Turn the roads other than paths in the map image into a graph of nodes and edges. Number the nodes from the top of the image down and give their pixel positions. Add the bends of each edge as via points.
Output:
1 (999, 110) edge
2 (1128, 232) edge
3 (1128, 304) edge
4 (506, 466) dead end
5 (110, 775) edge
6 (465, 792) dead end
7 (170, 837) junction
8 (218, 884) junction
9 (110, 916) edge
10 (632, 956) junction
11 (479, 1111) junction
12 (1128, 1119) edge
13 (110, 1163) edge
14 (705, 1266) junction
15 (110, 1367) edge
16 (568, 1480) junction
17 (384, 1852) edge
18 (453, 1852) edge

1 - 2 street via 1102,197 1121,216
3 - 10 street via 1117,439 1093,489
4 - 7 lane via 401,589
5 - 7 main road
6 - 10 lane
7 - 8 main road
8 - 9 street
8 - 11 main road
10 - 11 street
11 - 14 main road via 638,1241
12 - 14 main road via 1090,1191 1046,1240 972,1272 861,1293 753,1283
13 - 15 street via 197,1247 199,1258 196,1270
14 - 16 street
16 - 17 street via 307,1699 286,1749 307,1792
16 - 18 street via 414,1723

▶ [The task]:
For each line in the data, set it down again exactly.

▶ [Response for this exercise]:
Turn the roads other than paths in the map image into a graph of nodes and edges. Number the nodes from the top of the image down and give their pixel positions. Add the bends of each edge as via points.
Output:
1 (999, 110) edge
2 (1128, 232) edge
3 (1128, 304) edge
4 (506, 466) dead end
5 (110, 775) edge
6 (465, 792) dead end
7 (170, 837) junction
8 (218, 884) junction
9 (110, 916) edge
10 (632, 956) junction
11 (479, 1111) junction
12 (1128, 1119) edge
13 (110, 1163) edge
14 (705, 1266) junction
15 (110, 1367) edge
16 (568, 1480) junction
17 (384, 1852) edge
18 (453, 1852) edge

1 - 2 street via 1102,197 1121,216
3 - 10 street via 1117,439 1093,489
4 - 7 lane via 401,589
5 - 7 main road
6 - 10 lane
7 - 8 main road
8 - 9 street
8 - 11 main road
10 - 11 street
11 - 14 main road via 638,1241
12 - 14 main road via 1090,1191 1046,1240 972,1272 861,1293 753,1283
13 - 15 street via 197,1247 199,1258 196,1270
14 - 16 street
16 - 17 street via 307,1699 286,1749 307,1792
16 - 18 street via 414,1723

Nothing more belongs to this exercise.